What is being asked: Repeat the whole of the data, keeping every detail the same.

Exercise inputs:
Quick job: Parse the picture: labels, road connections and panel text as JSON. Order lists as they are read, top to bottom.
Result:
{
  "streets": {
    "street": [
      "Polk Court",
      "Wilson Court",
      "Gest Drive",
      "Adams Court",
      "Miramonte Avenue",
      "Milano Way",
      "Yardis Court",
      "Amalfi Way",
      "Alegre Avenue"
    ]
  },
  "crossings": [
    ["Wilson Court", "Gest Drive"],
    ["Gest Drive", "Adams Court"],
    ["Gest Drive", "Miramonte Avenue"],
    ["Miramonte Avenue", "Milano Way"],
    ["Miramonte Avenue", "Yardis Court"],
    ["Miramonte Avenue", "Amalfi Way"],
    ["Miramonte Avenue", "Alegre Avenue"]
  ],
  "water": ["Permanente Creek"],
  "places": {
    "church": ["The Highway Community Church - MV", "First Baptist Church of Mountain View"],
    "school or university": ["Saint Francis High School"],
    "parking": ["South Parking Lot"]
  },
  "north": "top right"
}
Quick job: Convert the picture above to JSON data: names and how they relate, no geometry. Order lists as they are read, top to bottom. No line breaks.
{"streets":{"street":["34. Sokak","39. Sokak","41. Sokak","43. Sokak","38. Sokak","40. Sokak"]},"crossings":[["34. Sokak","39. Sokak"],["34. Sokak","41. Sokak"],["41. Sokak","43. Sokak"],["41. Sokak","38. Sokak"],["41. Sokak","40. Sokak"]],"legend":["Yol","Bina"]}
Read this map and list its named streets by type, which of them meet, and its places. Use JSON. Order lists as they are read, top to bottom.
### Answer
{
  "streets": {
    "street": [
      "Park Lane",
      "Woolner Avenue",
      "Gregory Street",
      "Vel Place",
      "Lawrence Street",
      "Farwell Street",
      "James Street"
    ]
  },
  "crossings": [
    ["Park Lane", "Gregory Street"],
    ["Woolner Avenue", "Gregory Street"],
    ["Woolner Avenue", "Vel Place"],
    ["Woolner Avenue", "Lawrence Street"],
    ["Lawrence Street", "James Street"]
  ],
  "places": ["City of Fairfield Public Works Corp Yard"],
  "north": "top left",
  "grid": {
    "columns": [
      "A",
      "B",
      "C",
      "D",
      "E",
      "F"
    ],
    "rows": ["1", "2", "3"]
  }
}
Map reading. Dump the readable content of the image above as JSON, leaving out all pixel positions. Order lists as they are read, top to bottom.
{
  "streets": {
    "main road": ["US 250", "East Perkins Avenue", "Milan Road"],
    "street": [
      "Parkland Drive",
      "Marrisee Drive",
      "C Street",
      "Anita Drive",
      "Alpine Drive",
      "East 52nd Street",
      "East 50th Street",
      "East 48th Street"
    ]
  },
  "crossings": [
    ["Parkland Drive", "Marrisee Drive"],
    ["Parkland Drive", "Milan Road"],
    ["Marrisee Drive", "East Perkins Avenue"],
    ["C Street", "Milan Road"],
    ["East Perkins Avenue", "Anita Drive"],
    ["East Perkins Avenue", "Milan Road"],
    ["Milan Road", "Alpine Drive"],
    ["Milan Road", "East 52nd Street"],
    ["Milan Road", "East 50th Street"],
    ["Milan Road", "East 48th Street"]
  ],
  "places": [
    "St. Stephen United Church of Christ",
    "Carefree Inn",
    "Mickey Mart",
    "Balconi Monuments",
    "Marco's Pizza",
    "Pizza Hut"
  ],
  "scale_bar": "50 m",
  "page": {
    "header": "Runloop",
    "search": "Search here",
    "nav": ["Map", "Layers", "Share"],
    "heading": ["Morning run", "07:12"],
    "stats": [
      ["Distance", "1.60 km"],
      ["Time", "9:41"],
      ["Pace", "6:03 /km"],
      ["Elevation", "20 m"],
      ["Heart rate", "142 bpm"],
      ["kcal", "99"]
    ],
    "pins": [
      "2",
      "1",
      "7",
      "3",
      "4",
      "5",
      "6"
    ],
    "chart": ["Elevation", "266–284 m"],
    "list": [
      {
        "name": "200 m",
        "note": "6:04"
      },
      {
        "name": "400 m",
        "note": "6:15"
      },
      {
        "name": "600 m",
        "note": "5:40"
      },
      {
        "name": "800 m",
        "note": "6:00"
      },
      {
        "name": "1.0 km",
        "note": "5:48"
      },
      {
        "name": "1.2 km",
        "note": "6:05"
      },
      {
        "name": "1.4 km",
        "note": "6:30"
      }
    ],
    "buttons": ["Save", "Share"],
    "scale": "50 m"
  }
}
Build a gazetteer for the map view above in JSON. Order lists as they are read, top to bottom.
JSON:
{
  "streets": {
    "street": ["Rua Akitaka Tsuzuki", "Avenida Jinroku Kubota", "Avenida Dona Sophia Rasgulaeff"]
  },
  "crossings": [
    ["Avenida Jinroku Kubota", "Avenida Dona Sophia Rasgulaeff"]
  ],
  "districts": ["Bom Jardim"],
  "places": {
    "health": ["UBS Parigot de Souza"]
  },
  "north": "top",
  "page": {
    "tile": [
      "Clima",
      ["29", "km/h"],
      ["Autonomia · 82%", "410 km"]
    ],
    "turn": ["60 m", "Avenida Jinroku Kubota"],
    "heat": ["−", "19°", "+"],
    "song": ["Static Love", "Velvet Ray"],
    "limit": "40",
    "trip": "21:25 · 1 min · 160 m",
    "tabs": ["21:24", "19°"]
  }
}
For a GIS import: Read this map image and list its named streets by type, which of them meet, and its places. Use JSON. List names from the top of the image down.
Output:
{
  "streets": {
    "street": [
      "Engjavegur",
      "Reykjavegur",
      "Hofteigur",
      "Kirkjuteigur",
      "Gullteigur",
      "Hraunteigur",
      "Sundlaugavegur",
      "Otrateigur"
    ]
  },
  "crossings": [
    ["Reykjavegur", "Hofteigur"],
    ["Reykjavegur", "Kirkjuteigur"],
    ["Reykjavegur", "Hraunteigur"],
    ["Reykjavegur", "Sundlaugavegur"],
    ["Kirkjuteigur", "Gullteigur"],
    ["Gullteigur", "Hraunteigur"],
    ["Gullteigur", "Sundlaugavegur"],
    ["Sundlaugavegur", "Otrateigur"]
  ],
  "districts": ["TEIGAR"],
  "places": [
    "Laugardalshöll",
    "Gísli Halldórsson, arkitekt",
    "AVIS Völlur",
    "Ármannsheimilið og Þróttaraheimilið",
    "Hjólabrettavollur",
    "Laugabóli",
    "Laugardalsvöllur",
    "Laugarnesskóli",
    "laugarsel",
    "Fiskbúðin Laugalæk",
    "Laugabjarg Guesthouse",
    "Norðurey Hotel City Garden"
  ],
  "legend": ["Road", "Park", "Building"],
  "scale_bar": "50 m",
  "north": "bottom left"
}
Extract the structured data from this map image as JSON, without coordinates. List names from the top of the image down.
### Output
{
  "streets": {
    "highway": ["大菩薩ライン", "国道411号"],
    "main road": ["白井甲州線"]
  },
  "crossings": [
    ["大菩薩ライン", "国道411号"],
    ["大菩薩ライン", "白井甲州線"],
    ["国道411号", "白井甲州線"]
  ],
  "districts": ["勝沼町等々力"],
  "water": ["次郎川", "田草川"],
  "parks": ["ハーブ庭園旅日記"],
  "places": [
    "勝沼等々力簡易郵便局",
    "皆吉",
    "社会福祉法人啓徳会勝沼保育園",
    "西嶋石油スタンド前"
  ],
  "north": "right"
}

Result for this exercise:
Quick job: Parse the picture: labels, road connections and panel text as JSON. Order lists as they are read, top to bottom.
Result:
{
  "streets": {
    "street": [
      "Polk Court",
      "Wilson Court",
      "Gest Drive",
      "Adams Court",
      "Miramonte Avenue",
      "Milano Way",
      "Yardis Court",
      "Amalfi Way",
      "Alegre Avenue"
    ]
  },
  "crossings": [
    ["Wilson Court", "Gest Drive"],
    ["Gest Drive", "Adams Court"],
    ["Gest Drive", "Miramonte Avenue"],
    ["Miramonte Avenue", "Milano Way"],
    ["Miramonte Avenue", "Yardis Court"],
    ["Miramonte Avenue", "Amalfi Way"],
    ["Miramonte Avenue", "Alegre Avenue"]
  ],
  "water": ["Permanente Creek"],
  "places": {
    "church": ["The Highway Community Church - MV", "First Baptist Church of Mountain View"],
    "school or university": ["Saint Francis High School"],
    "parking": ["South Parking Lot"]
  },
  "north": "top right"
}
Quick job: Convert the picture above to JSON data: names and how they relate, no geometry. Order lists as they are read, top to bottom. No line breaks.
{"streets":{"street":["34. Sokak","39. Sokak","41. Sokak","43. Sokak","38. Sokak","40. Sokak"]},"crossings":[["34. Sokak","39. Sokak"],["34. Sokak","41. Sokak"],["41. Sokak","43. Sokak"],["41. Sokak","38. Sokak"],["41. Sokak","40. Sokak"]],"legend":["Yol","Bina"]}
Read this map and list its named streets by type, which of them meet, and its places. Use JSON. Order lists as they are read, top to bottom.
### Answer
{
  "streets": {
    "street": [
      "Park Lane",
      "Woolner Avenue",
      "Gregory Street",
      "Vel Place",
      "Lawrence Street",
      "Farwell Street",
      "James Street"
    ]
  },
  "crossings": [
    ["Park Lane", "Gregory Street"],
    ["Woolner Avenue", "Gregory Street"],
    ["Woolner Avenue", "Vel Place"],
    ["Woolner Avenue", "Lawrence Street"],
    ["Lawrence Street", "James Street"]
  ],
  "places": ["City of Fairfield Public Works Corp Yard"],
  "north": "top left",
  "grid": {
    "columns": [
      "A",
      "B",
      "C",
      "D",
      "E",
      "F"
    ],
    "rows": ["1", "2", "3"]
  }
}
Map reading. Dump the readable content of the image above as JSON, leaving out all pixel positions. Order lists as they are read, top to bottom.
{
  "streets": {
    "main road": ["US 250", "East Perkins Avenue", "Milan Road"],
    "street": [
      "Parkland Drive",
      "Marrisee Drive",
      "C Street",
      "Anita Drive",
      "Alpine Drive",
      "East 52nd Street",
      "East 50th Street",
      "East 48th Street"
    ]
  },
  "crossings": [
    ["Parkland Drive", "Marrisee Drive"],
    ["Parkland Drive", "Milan Road"],
    ["Marrisee Drive", "East Perkins Avenue"],
    ["C Street", "Milan Road"],
    ["East Perkins Avenue", "Anita Drive"],
    ["East Perkins Avenue", "Milan Road"],
    ["Milan Road", "Alpine Drive"],
    ["Milan Road", "East 52nd Street"],
    ["Milan Road", "East 50th Street"],
    ["Milan Road", "East 48th Street"]
  ],
  "places": [
    "St. Stephen United Church of Christ",
    "Carefree Inn",
    "Mickey Mart",
    "Balconi Monuments",
    "Marco's Pizza",
    "Pizza Hut"
  ],
  "scale_bar": "50 m",
  "page": {
    "header": "Runloop",
    "search": "Search here",
    "nav": ["Map", "Layers", "Share"],
    "heading": ["Morning run", "07:12"],
    "stats": [
      ["Distance", "1.60 km"],
      ["Time", "9:41"],
      ["Pace", "6:03 /km"],
      ["Elevation", "20 m"],
      ["Heart rate", "142 bpm"],
      ["kcal", "99"]
    ],
    "pins": [
      "2",
      "1",
      "7",
      "3",
      "4",
      "5",
      "6"
    ],
    "chart": ["Elevation", "266–284 m"],
    "list": [
      {
        "name": "200 m",
        "note": "6:04"
      },
      {
        "name": "400 m",
        "note": "6:15"
      },
      {
        "name": "600 m",
        "note": "5:40"
      },
      {
        "name": "800 m",
        "note": "6:00"
      },
      {
        "name": "1.0 km",
        "note": "5:48"
      },
      {
        "name": "1.2 km",
        "note": "6:05"
      },
      {
        "name": "1.4 km",
        "note": "6:30"
      }
    ],
    "buttons": ["Save", "Share"],
    "scale": "50 m"
  }
}
Build a gazetteer for the map view above in JSON. Order lists as they are read, top to bottom.
JSON:
{
  "streets": {
    "street": ["Rua Akitaka Tsuzuki", "Avenida Jinroku Kubota", "Avenida Dona Sophia Rasgulaeff"]
  },
  "crossings": [
    ["Avenida Jinroku Kubota", "Avenida Dona Sophia Rasgulaeff"]
  ],
  "districts": ["Bom Jardim"],
  "places": {
    "health": ["UBS Parigot de Souza"]
  },
  "north": "top",
  "page": {
    "tile": [
      "Clima",
      ["29", "km/h"],
      ["Autonomia · 82%", "410 km"]
    ],
    "turn": ["60 m", "Avenida Jinroku Kubota"],
    "heat": ["−", "19°", "+"],
    "song": ["Static Love", "Velvet Ray"],
    "limit": "40",
    "trip": "21:25 · 1 min · 160 m",
    "tabs": ["21:24", "19°"]
  }
}
For a GIS import: Read this map image and list its named streets by type, which of them meet, and its places. Use JSON. List names from the top of the image down.
Output:
{
  "streets": {
    "street": [
      "Engjavegur",
      "Reykjavegur",
      "Hofteigur",
      "Kirkjuteigur",
      "Gullteigur",
      "Hraunteigur",
      "Sundlaugavegur",
      "Otrateigur"
    ]
  },
  "crossings": [
    ["Reykjavegur", "Hofteigur"],
    ["Reykjavegur", "Kirkjuteigur"],
    ["Reykjavegur", "Hraunteigur"],
    ["Reykjavegur", "Sundlaugavegur"],
    ["Kirkjuteigur", "Gullteigur"],
    ["Gullteigur", "Hraunteigur"],
    ["Gullteigur", "Sundlaugavegur"],
    ["Sundlaugavegur", "Otrateigur"]
  ],
  "districts": ["TEIGAR"],
  "places": [
    "Laugardalshöll",
    "Gísli Halldórsson, arkitekt",
    "AVIS Völlur",
    "Ármannsheimilið og Þróttaraheimilið",
    "Hjólabrettavollur",
    "Laugabóli",
    "Laugardalsvöllur",
    "Laugarnesskóli",
    "laugarsel",
    "Fiskbúðin Laugalæk",
    "Laugabjarg Guesthouse",
    "Norðurey Hotel City Garden"
  ],
  "legend": ["Road", "Park", "Building"],
  "scale_bar": "50 m",
  "north": "bottom left"
}
Extract the structured data from this map image as JSON, without coordinates. List names from the top of the image down.
### Output
{
  "streets": {
    "highway": ["大菩薩ライン", "国道411号"],
    "main road": ["白井甲州線"]
  },
  "crossings": [
    ["大菩薩ライン", "国道411号"],
    ["大菩薩ライン", "白井甲州線"],
    ["国道411号", "白井甲州線"]
  ],
  "districts": ["勝沼町等々力"],
  "water": ["次郎川", "田草川"],
  "parks": ["ハーブ庭園旅日記"],
  "places": [
    "勝沼等々力簡易郵便局",
    "皆吉",
    "社会福祉法人啓徳会勝沼保育園",
    "西嶋石油スタンド前"
  ],
  "north": "right"
}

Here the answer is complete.